During the Fall of 2019, I was enrolled in NYU’s Computer Vision course, taught by Prof. Rob Fergus. The topic of the course project was self-supervised learning. We were given almost complete freedom in choosing our project topic. The primary suggestions were:

  1. Develop techniques - such as a new pretext task - to improve SSL for common downstream tasks like image classification, object detection etc. We were provided a benchmark on the STL-10 dataset, using the VGG-16 neural network.
  2. Apply current SSL techniques to a new dataset and downstream task.

All projects were conducted in a team of 2 students. We investigated whether pretraining a network on a pretext task in the presence of adversarial noise would improve its performance on a downstream task.



Method and Logic

Presently, supervised pretraining outperforms unsupervised pretraining. For example, consider the ImageNet dataset; A network pretained on ImageNet images and ImageNet annotations significantly outperforms a network pretrained on the ImageNet images to solve the Rotation Prediction pretext task. It is argued that this is due to the current pretext tasks being relatively easy to solve, so the network can solve it without developing useful representations of the input. The state-of-the-art pretext task (on some common downstream tasks) at the time was Image Rotation: An image is rotated by some angle and the network is trained to guess the rotation angle.

This reminded me of a NeurIPS 2018 tutorial on adversarial robustness in Deep Learning in which the speaker, Aleksander Madry demonstrated how rotating a turtle could cause a state-of-the-art image classifier to mistake it for a rifle. This implies that the rotation transformation makes the classification task more difficult. He goes on to demonstrate how the transformation of an adversarial perturbation of imperceptibly small magnitude can trick the classifier into misclassifying an image. The video can be found here, at time stamp = 12 minutes.

I reasoned that since:

  1. It is believed that a more difficult pretext task could force a neural network to learn better image representations
  2. The rotation transformation makes classification more difficult for a neural network
  3. Pretraining a network on the Rotation Prediction pretext task produces the best image representations
  4. Adversarial perturbation transformation makes classification significantly more difficult for a neural network, while maintaining the underlying image semantics

then perhaps pretraining a network with the adversarial perturbation transformation would force the neural network to learn significantly better image representations.



Background


Rotation Prediction Pretext task

A rotation angle is chosen from a finite set of angles and the model must guess which angle it is. The Pytorch code will look something like:

class RotationDataSet:
    def __init__(self, get_img_fun, num_images):
        self.get_numpy_img_func = get_img_func
        self.num_images = num_images
        self.choices = [(0, 0), (1, 90), (2, 180), (3, 270)]

    def __len__(self):
        return self.num_images

    def __get_item__(self, idx):
        img = self.get_numpy_img_func(idx)
        annotation, angle = random.sample(self.choices)
        rot_img = numpy.rotate(img, angle)
        return rot_img, annotation
Example of a possible set of Rotation Transformations


Pretraining a neural network on this task before fine-tuning it on a downstream task can lead to an improvement in performance.
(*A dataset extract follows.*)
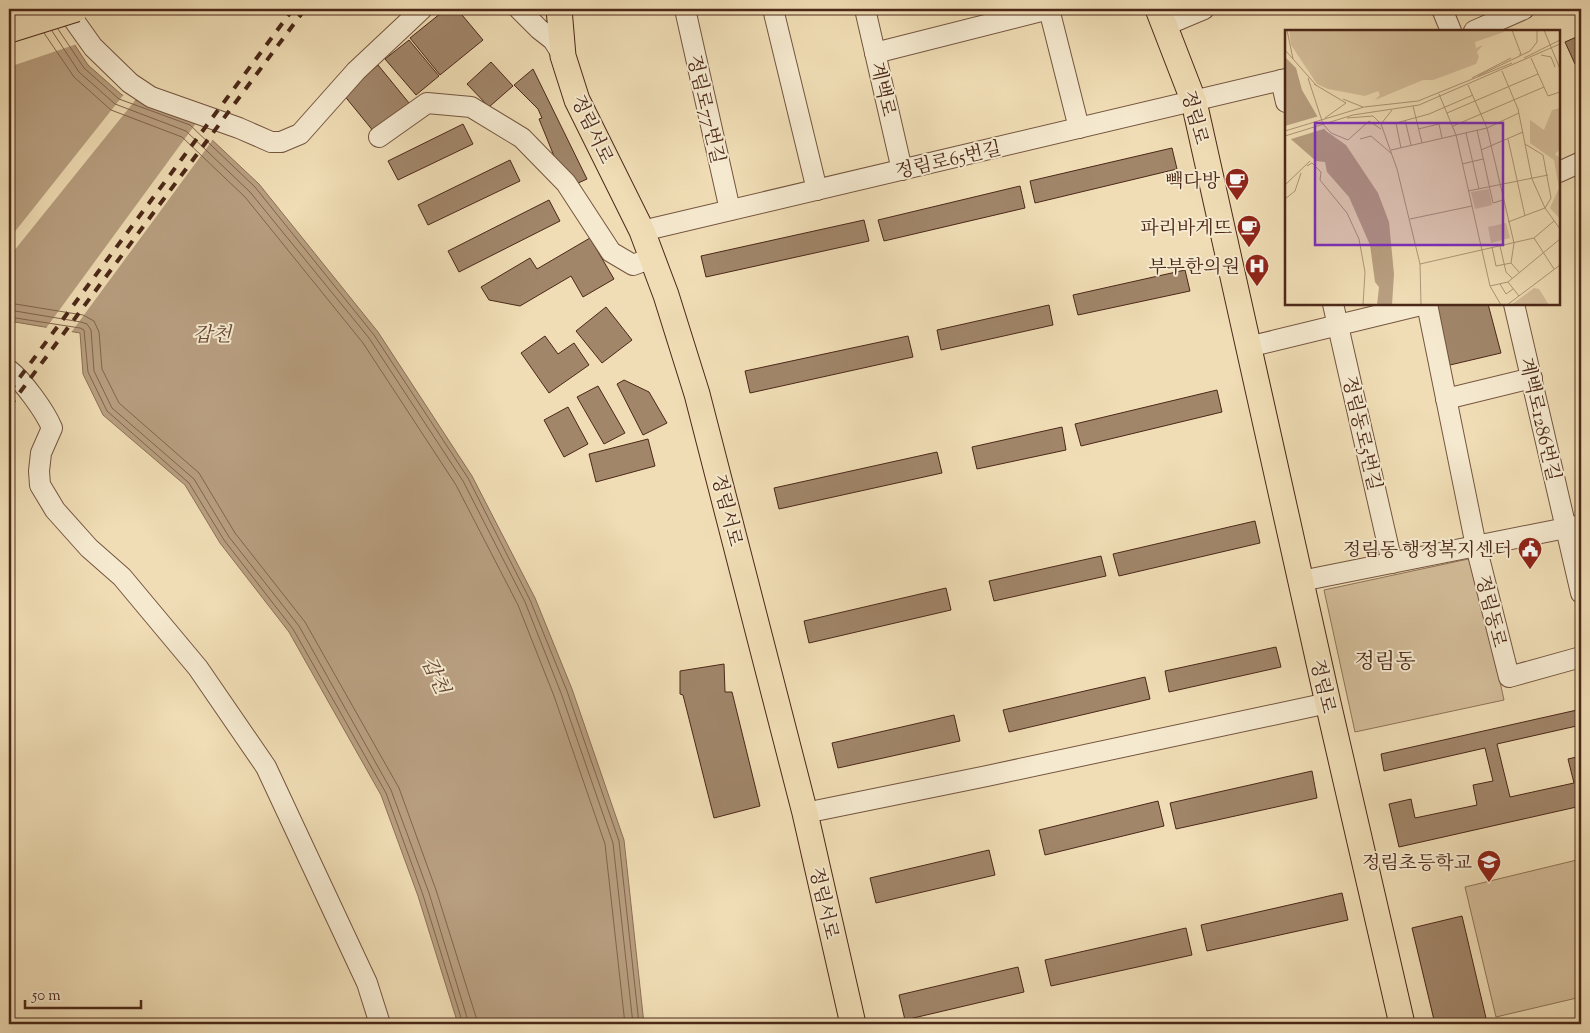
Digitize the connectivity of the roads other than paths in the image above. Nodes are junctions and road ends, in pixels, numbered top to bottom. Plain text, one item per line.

It is worth noting that if the downstream task requires features that are rotation invariant, then this could reduce performance. For example, consider the task of classifying a ball as a basket ball or a soccer ball. If an image of a basketball is rotated, then it should till be classified as basketball. Pretraining a neural network on the Rotation Prediction pretext task could reduce performance on ball classification downstream task by producing features that are covariate to the rotation transform.


Adversarial Noise

Adversarial noise with respect to a model and input is a noise generated in a manner that maximises the probability that the model will misclassify the input. Some constraint is usually applied to the noise, so that it cannot modify the true target. For example, suppose we want to generate adversarial noise to trick a network into classifying a picture of a dog as that of a cat. If the noise was unconstrained, it could modify the picture to look like a cat. Then the network would actually be correct in its classification. Perhaps the magnitude of the noise could be restricted to atmost 0.005. More details can be found in the tutorial mentioned above.
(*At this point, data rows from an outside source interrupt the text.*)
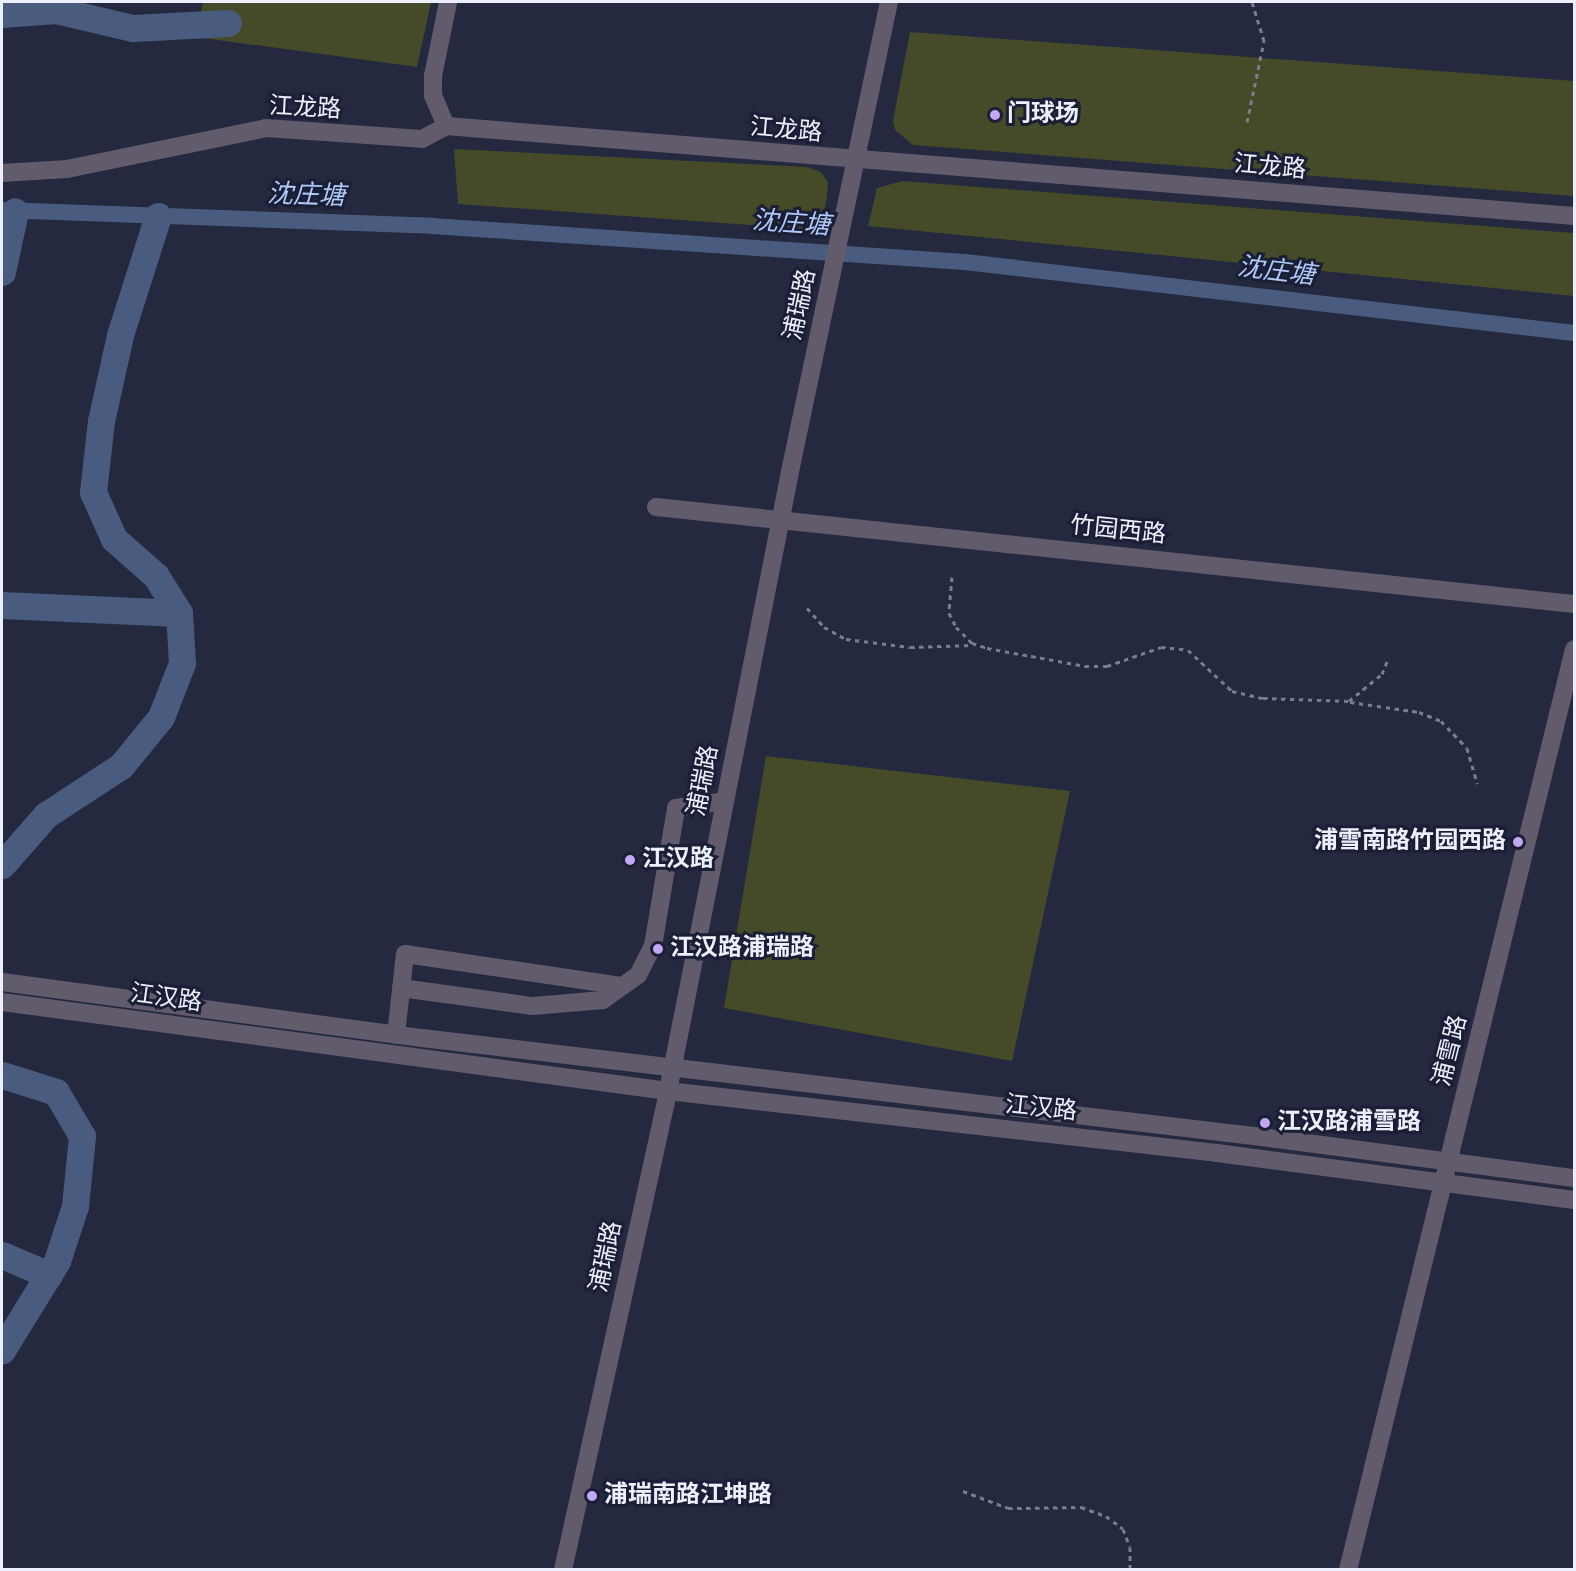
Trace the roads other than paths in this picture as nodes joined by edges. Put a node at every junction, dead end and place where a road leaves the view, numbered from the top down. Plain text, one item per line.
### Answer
1 (448, 2) edge
2 (889, 2) edge
3 (446, 126) junction
4 (855, 160) junction
5 (2, 173) edge
6 (1575, 216) edge
7 (656, 507) dead end
8 (781, 519) junction
9 (1575, 604) edge
10 (1575, 648) edge
11 (725, 801) junction
12 (3, 982) edge
13 (623, 986) junction
14 (401, 988) junction
15 (2, 1002) edge
16 (396, 1035) junction
17 (672, 1066) junction
18 (668, 1091) junction
19 (1448, 1161) junction
20 (1575, 1178) edge
21 (1443, 1182) junction
22 (1575, 1200) edge
23 (563, 1569) edge
24 (1348, 1569) edge

1 - 3 street
2 - 4 street, 浦瑞路
3 - 4 street, 江龙路
3 - 5 street, 江龙路
4 - 6 street, 江龙路
4 - 8 street, 浦瑞路
7 - 8 street, 竹园西路
8 - 9 street, 竹园西路
8 - 11 street, 浦瑞路
10 - 19 street, 浦雪路
11 - 13 street
11 - 17 street, 浦瑞路
12 - 16 street
13 - 14 street
13 - 14 street
14 - 16 street
15 - 18 street, 江汉路
16 - 17 street
17 - 18 street, 浦瑞路
17 - 19 street
18 - 21 street, 江汉路
18 - 23 street, 浦瑞路
19 - 20 street
19 - 21 street, 浦雪路
21 - 22 street, 江汉路
21 - 24 street, 浦雪路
Adversarial noise optimized to trick a neural network into classifying a pig as an airliner


Producing features that are invariant to minor perturbations could lead to a more robust classifier that generalises better.



Experiments

We pretrained two VGG-16 networks on the upstream task of guessing the rotation using the unannotated images of the STL-10 dataset. The only difference between them was the noise in the input:

  1. No noise.
  2. Adversarial noise of $l-\infty$ norm = 0.01

We compare the performance of the feature extractor of the 2 networks on the STL-10 classification task. For each network, we evaluate a feature extractor trained on top of each of the 5 pooling layers as a feature extractor. A network consisting of a single average pooling layer and linear layer is trained on top of these feature extractors.
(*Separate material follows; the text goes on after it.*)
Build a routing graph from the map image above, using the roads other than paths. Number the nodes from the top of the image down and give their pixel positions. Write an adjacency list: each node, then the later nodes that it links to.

The classifiers contain the following number of weights:

Classifier Weights
POOL-1 6400$\times$10
POOL-2 3200$\times$10
POOL-3 1024$\times$10
POOL-4 2048$\times$10
POOL-5 512$\times$10


Results

We obtianed the following top-1 accuracy on the STL-10 test set:

Pretraining POOL-1 POOL-2 POOL-3 POOL-4 POOL-5
Rotation 48.7% 60.9% 60.3% 59.9% 47.9%
Rotation + adv. noise 48.5% 60.1% 64.6% 66.5% 54.9%


The best model obtained by using our feature extractor achieves an accuracy of 66.5%, while the best model obtained by using the baseline feature extractor achieves an accuracy of 60.9%. Our technique obtains an improvement of 5.6%.

Accuracy Curves

We plotted the train and test accuracy of both the feature extractors as a function of the training epoch.


It is evident from the above plots that the models are overfitting when using the first 4 pooling layers, and underfitting when using the last pooling layer. It is evident that both training accuracy and validation accuracy drops at a lower rate in the last 3 plots for the adversarial feature extractors. The feature extractor trained with adversarial noise consistently either outperforms the baseline feature extractor, or performs competitively with it. The best adversarial feature extractor outperforms the best baseline feature extractor with a difference in accuracy of 5.6%.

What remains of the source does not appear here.